UC Santa Barbara

Hydrogel materials are commonly used to model the mechanical properties of the extracellular matrix (ECM). Viscoelastic properties of the ECM have recently emerged as a critical regulator of cellular behavior in 3D, and changes in ECM viscoelasticity are observed in fibrosis and many cancers. While hydrogel materials with tunable stiffness have been extensively used to study the effect of mechanics on cell behavior, most engineered hydrogel materials don’t well recapitulate the viscoelastic properties found in the ECM. Additionally, viscoelastic properties in diseased tissue often vary in both time and space. This thesis reports a simple approach for manipulating the viscoelasticity of norbornene-functionalized alginate hydrogels via photoaddition of PEG-thiol using thiol-norbornene photoclick chemistry.

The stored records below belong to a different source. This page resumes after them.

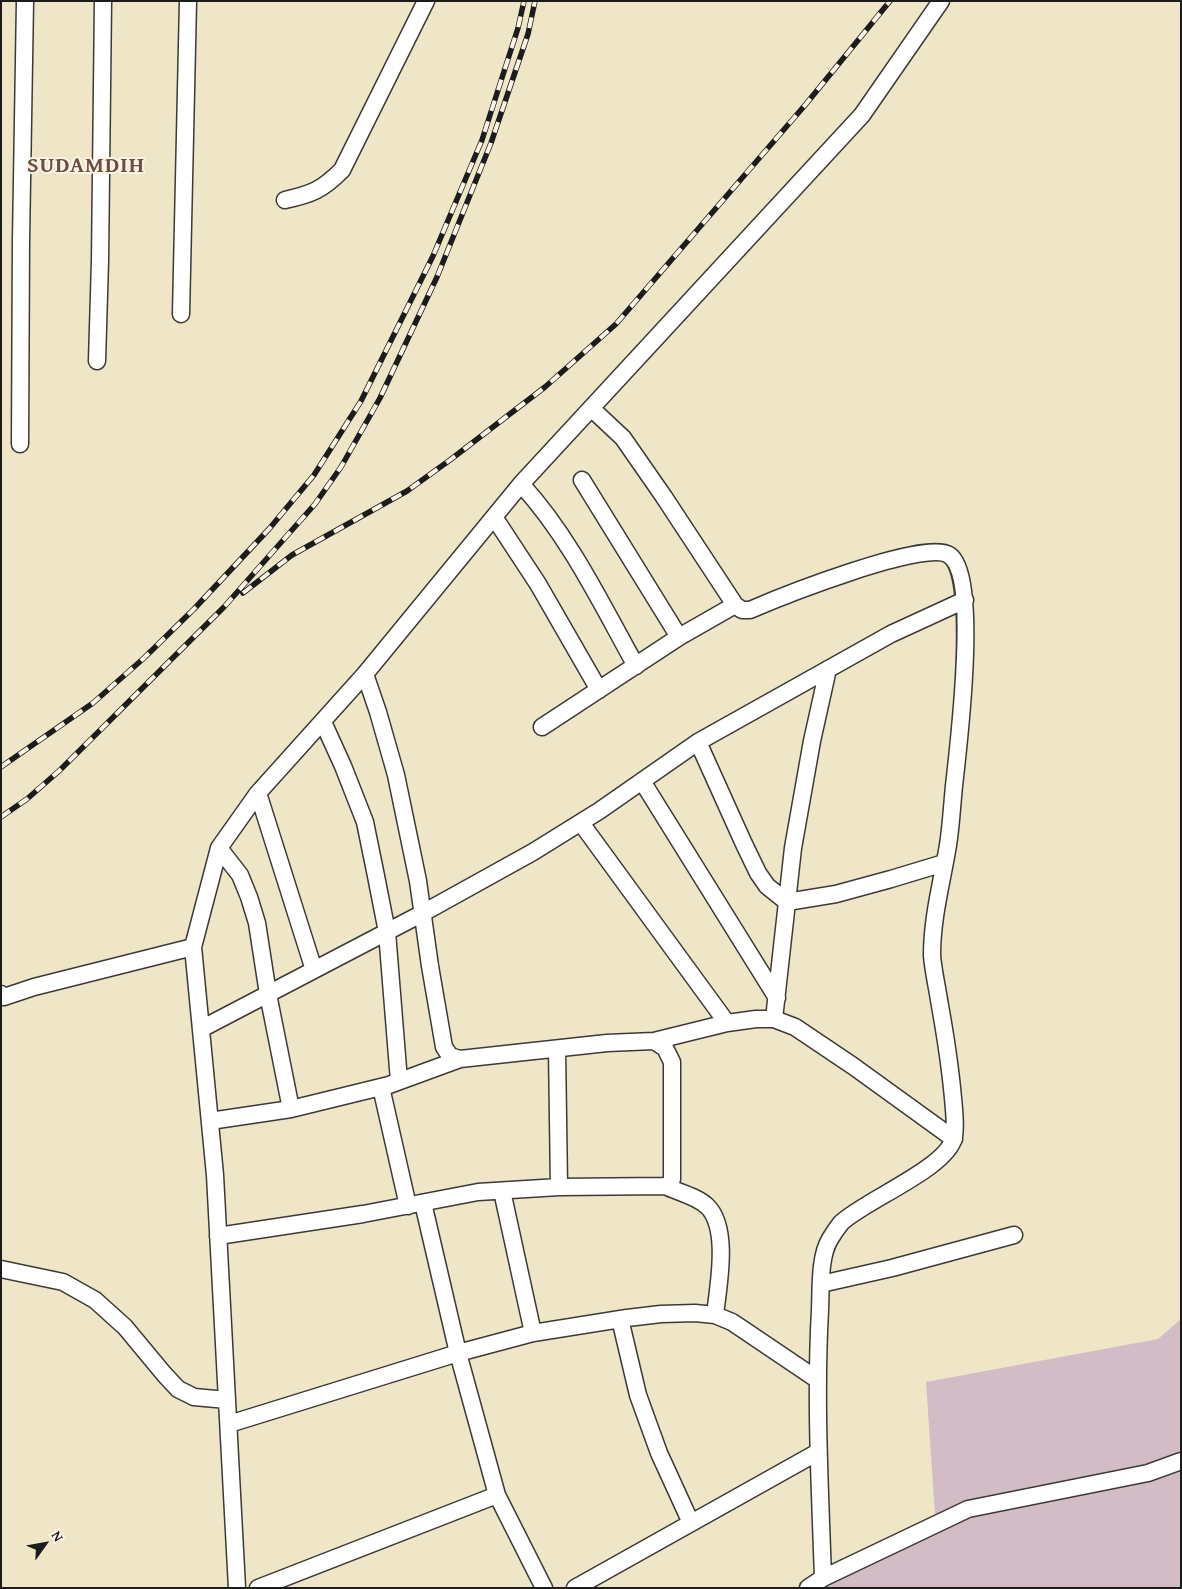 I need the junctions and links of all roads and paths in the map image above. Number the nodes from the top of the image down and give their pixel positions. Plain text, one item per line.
1 (25, 1) edge
2 (102, 1) edge
3 (188, 1) edge
4 (426, 1) edge
5 (941, 1) edge
6 (285, 200) dead end
7 (181, 314) dead end
8 (96, 361) dead end
9 (591, 408) junction
10 (20, 444) dead end
11 (582, 480) dead end
12 (521, 484) junction
13 (494, 517) junction
14 (964, 600) junction
15 (735, 605) junction
16 (680, 637) junction
17 (636, 666) junction
18 (828, 669) junction
19 (365, 674) junction
20 (599, 690) junction
21 (323, 722) junction
22 (542, 727) dead end
23 (698, 742) junction
24 (642, 781) junction
25 (258, 793) junction
26 (581, 823) junction
27 (219, 848) junction
28 (944, 863) junction
29 (787, 902) junction
30 (423, 913) junction
31 (387, 932) junction
32 (194, 947) junction
33 (314, 970) junction
34 (268, 994) junction
35 (2, 997) edge
36 (776, 998) junction
37 (774, 1019) junction
38 (727, 1023) junction
39 (201, 1029) junction
40 (654, 1041) junction
41 (557, 1049) junction
42 (460, 1059) junction
43 (399, 1081) junction
44 (381, 1087) junction
45 (291, 1109) junction
46 (210, 1121) junction
47 (954, 1139) junction
48 (665, 1186) junction
49 (559, 1187) junction
50 (502, 1191) junction
51 (415, 1204) junction
52 (1014, 1235) dead end
53 (218, 1236) junction
54 (1, 1269) edge
55 (821, 1284) junction
56 (715, 1315) junction
57 (620, 1319) junction
58 (534, 1333) junction
59 (458, 1353) junction
60 (818, 1380) junction
61 (227, 1400) junction
62 (229, 1424) junction
63 (818, 1452) junction
64 (1181, 1460) edge
65 (497, 1495) junction
66 (691, 1523) junction
67 (822, 1578) junction
68 (237, 1588) edge
69 (258, 1588) edge
70 (544, 1588) edge
71 (575, 1588) edge
72 (808, 1588) edge

1 - 10 street
2 - 8 street
3 - 7 street
4 - 6 street
5 - 9 street
9 - 12 street
9 - 15 street
11 - 16 street
12 - 13 street
12 - 17 street
13 - 19 street
13 - 20 street
14 - 15 street
14 - 18 street
14 - 28 street
15 - 16 street
16 - 17 street
17 - 20 street
18 - 23 street
18 - 29 street
19 - 21 street
19 - 30 street
20 - 22 street
21 - 25 street
21 - 31 street
23 - 24 street
23 - 29 street
24 - 26 street
24 - 36 street
25 - 27 street
25 - 33 street
26 - 30 street
26 - 38 street
27 - 32 street
27 - 34 street
28 - 29 street
28 - 47 street
29 - 36 street
30 - 31 street
30 - 42 street
31 - 33 street
31 - 43 street
32 - 35 street
32 - 39 street
33 - 34 street
34 - 39 street
34 - 45 street
36 - 37 street
37 - 38 street
37 - 47 street
38 - 40 street
39 - 46 street
40 - 41 street
40 - 48 street
41 - 42 street
41 - 49 street
42 - 43 street
43 - 44 street
44 - 45 street
44 - 51 street
45 - 46 street
46 - 53 street
47 - 55 street
48 - 49 street
48 - 56 street
49 - 50 street
50 - 51 street
50 - 58 street
51 - 53 street
51 - 59 street
52 - 55 street
53 - 61 street
54 - 61 street
55 - 60 street
56 - 57 street
56 - 60 street
57 - 58 street
57 - 66 street
58 - 59 street
59 - 62 street
59 - 65 street
60 - 63 street
61 - 62 street
62 - 68 street
63 - 66 street
63 - 67 street
64 - 67 street
65 - 69 street
65 - 70 street
66 - 71 street
67 - 72 street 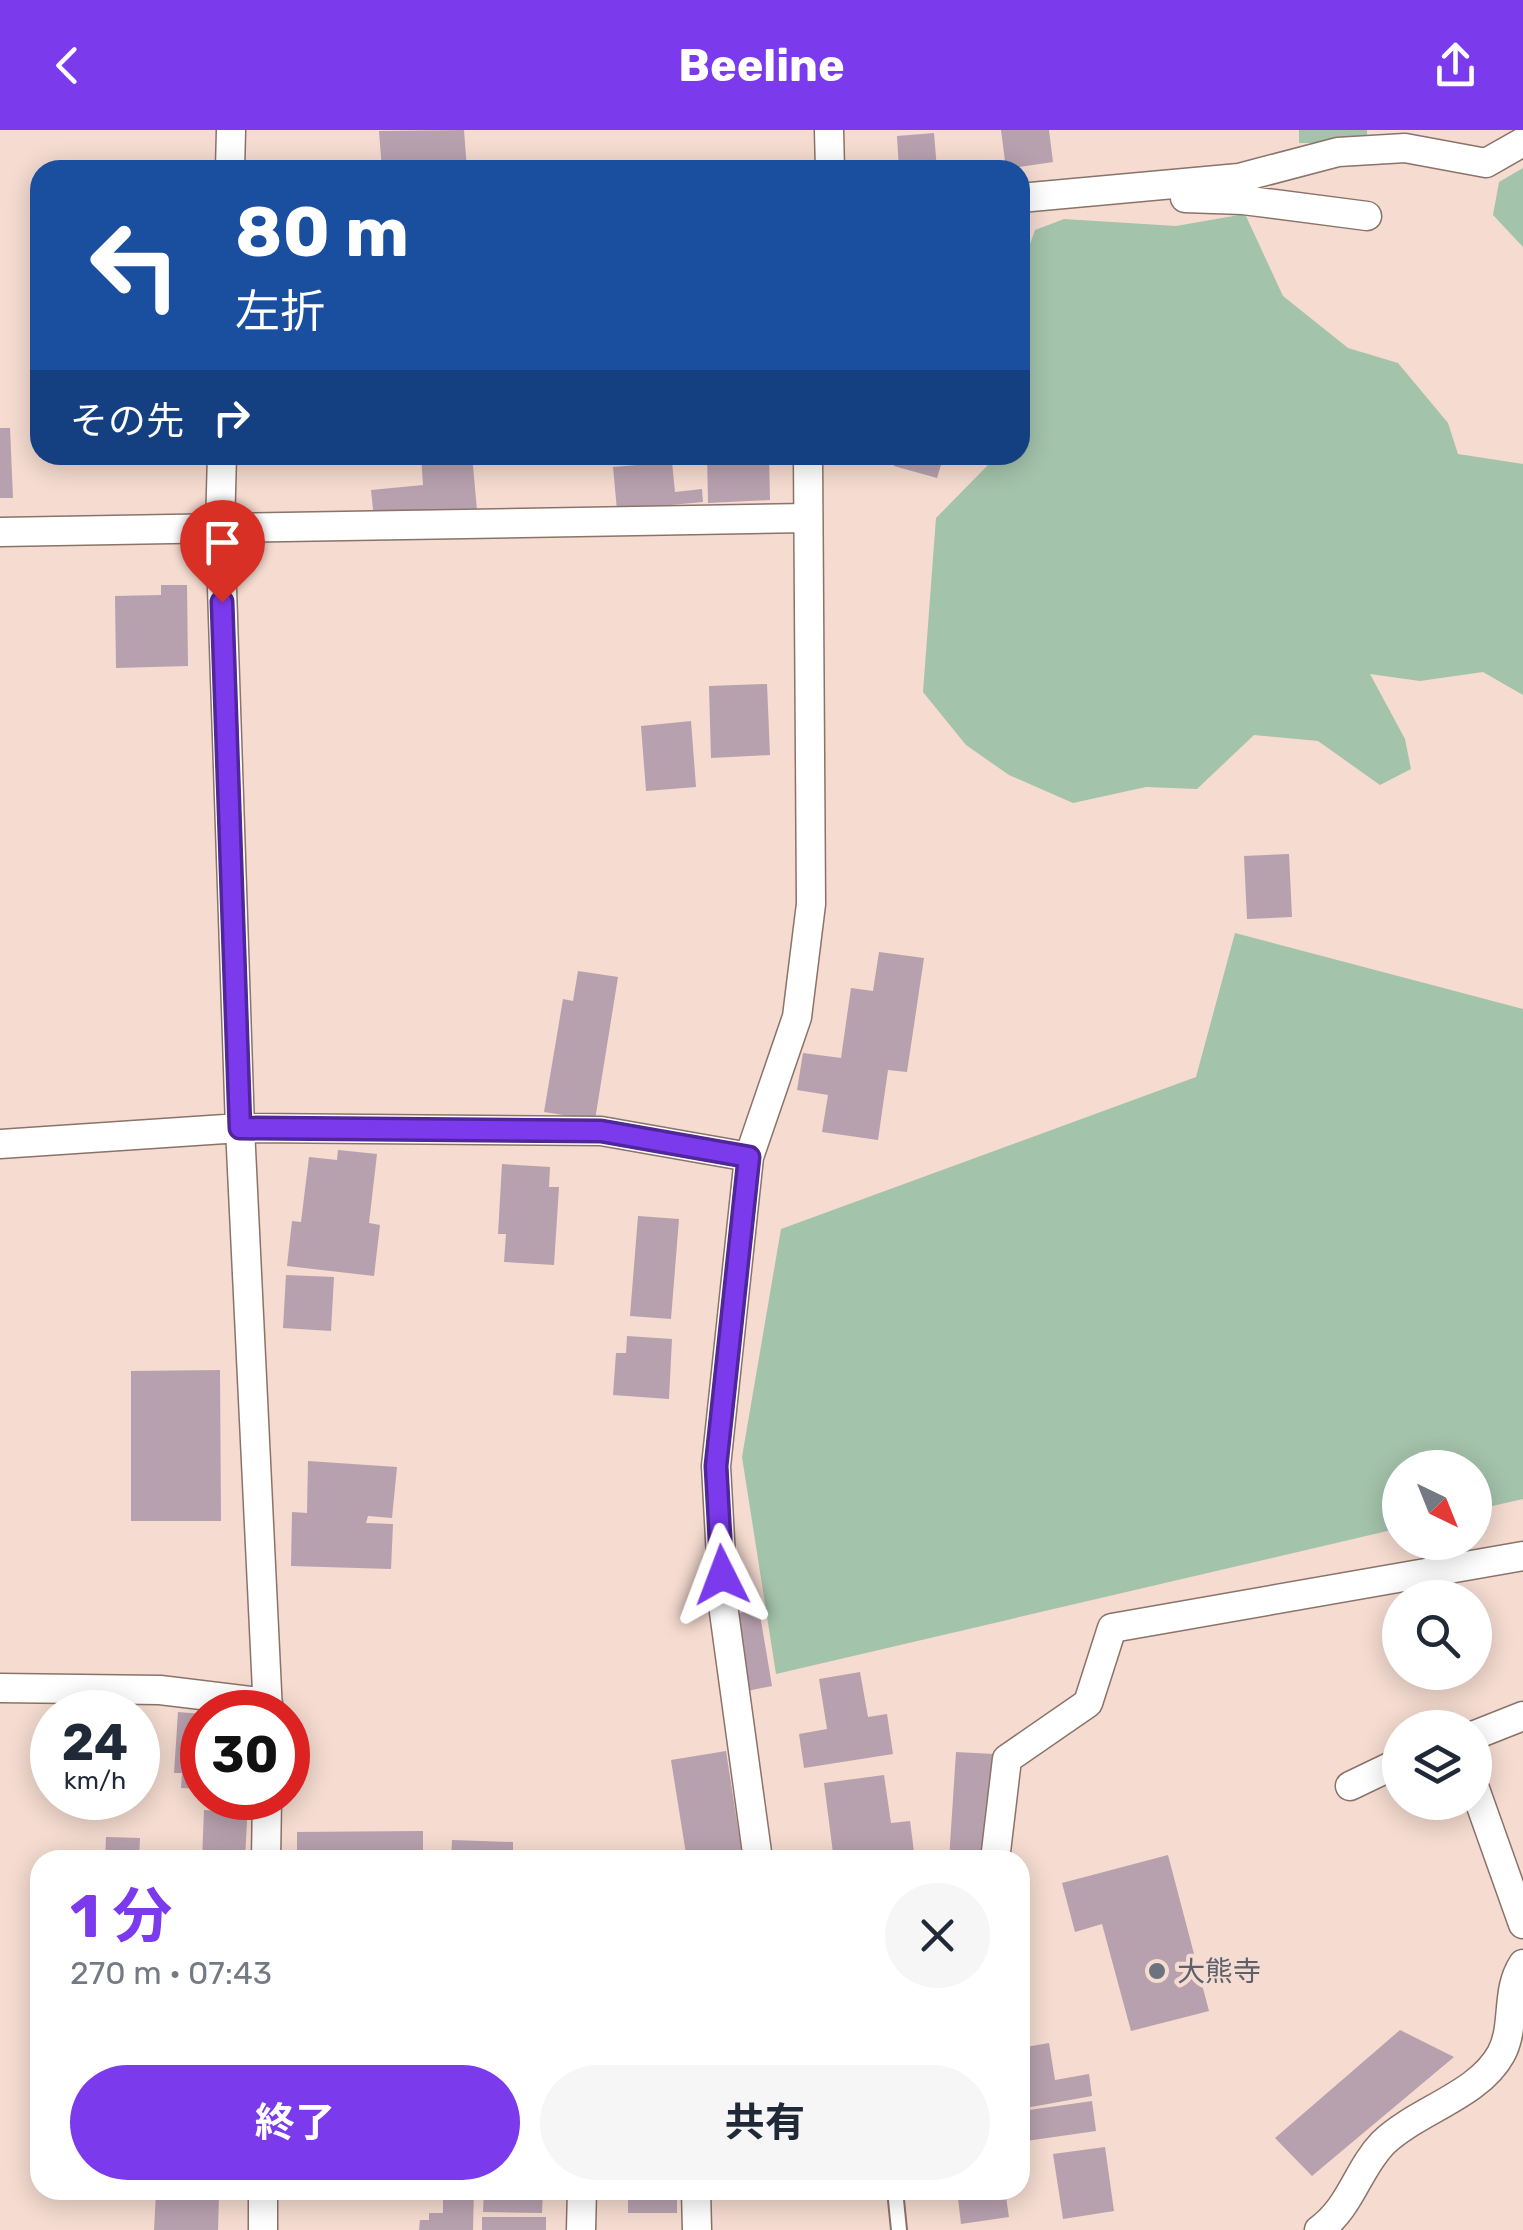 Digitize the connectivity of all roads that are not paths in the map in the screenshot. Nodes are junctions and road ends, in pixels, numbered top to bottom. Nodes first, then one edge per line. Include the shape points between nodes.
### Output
1 (230, 130) edge
2 (829, 130) edge
3 (1523, 142) edge
4 (230, 160) edge
5 (830, 160) edge
6 (1162, 185) junction
7 (1030, 197) edge
8 (1367, 216) dead end
9 (222, 465) edge
10 (808, 465) edge
11 (807, 518) junction
12 (220, 528) junction
13 (0, 532) edge
14 (240, 1128) junction
15 (0, 1144) edge
16 (749, 1157) junction
17 (1523, 1556) edge
18 (0, 1688) edge
19 (267, 1690) edge
20 (180, 1693) edge
21 (1523, 1716) edge
22 (1492, 1728) edge
23 (1382, 1771) edge
24 (1350, 1786) dead end
25 (267, 1820) edge
26 (1486, 1820) edge
27 (266, 1850) edge
28 (757, 1850) edge
29 (996, 1850) edge
30 (1523, 1924) edge
31 (1523, 1964) edge
32 (263, 2200) edge
33 (582, 2200) edge
34 (696, 2200) edge
35 (896, 2200) edge
36 (262, 2230) edge
37 (581, 2230) edge
38 (697, 2230) edge
39 (898, 2230) edge
40 (1319, 2230) edge

1 - 4 street
2 - 5 street
3 - 6 street via 1486,164 1406,148 1338,152 1239,178
6 - 7 street
6 - 8 street via 1172,197
9 - 12 street
10 - 11 street
11 - 12 street
11 - 16 street via 812,904 798,1017
12 - 13 street
12 - 14 street
14 - 15 street
14 - 16 street via 601,1131
14 - 19 street
16 - 28 street via 716,1466 724,1612
17 - 29 street via 1112,1628 1088,1703 1007,1760
18 - 20 street
21 - 22 street
23 - 24 street
25 - 27 street
26 - 30 street
31 - 40 street via 1515,1976 1503,2052 1486,2072 1382,2144 1340,2215
32 - 36 street
33 - 37 street
34 - 38 street
35 - 39 lane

Hydrogel stiffness was controlled with calcium addition, and stress relaxation controlled by addition of PEG, independently of stiffness. Addition of PEG produced gels exhibiting faster stress relaxation and increased creep. When evaluated in cells, faster relaxation led to increased cell volume and decreased sphericity in MSCs, and greater proliferation in breast cancer cells. Photopatterning of the gel embedded with MSCs led to morphologies in PEG-patterned regions consistent with fast-relaxing behavior and morphologies in non-patterned regions consistent with slow-relaxing behavior.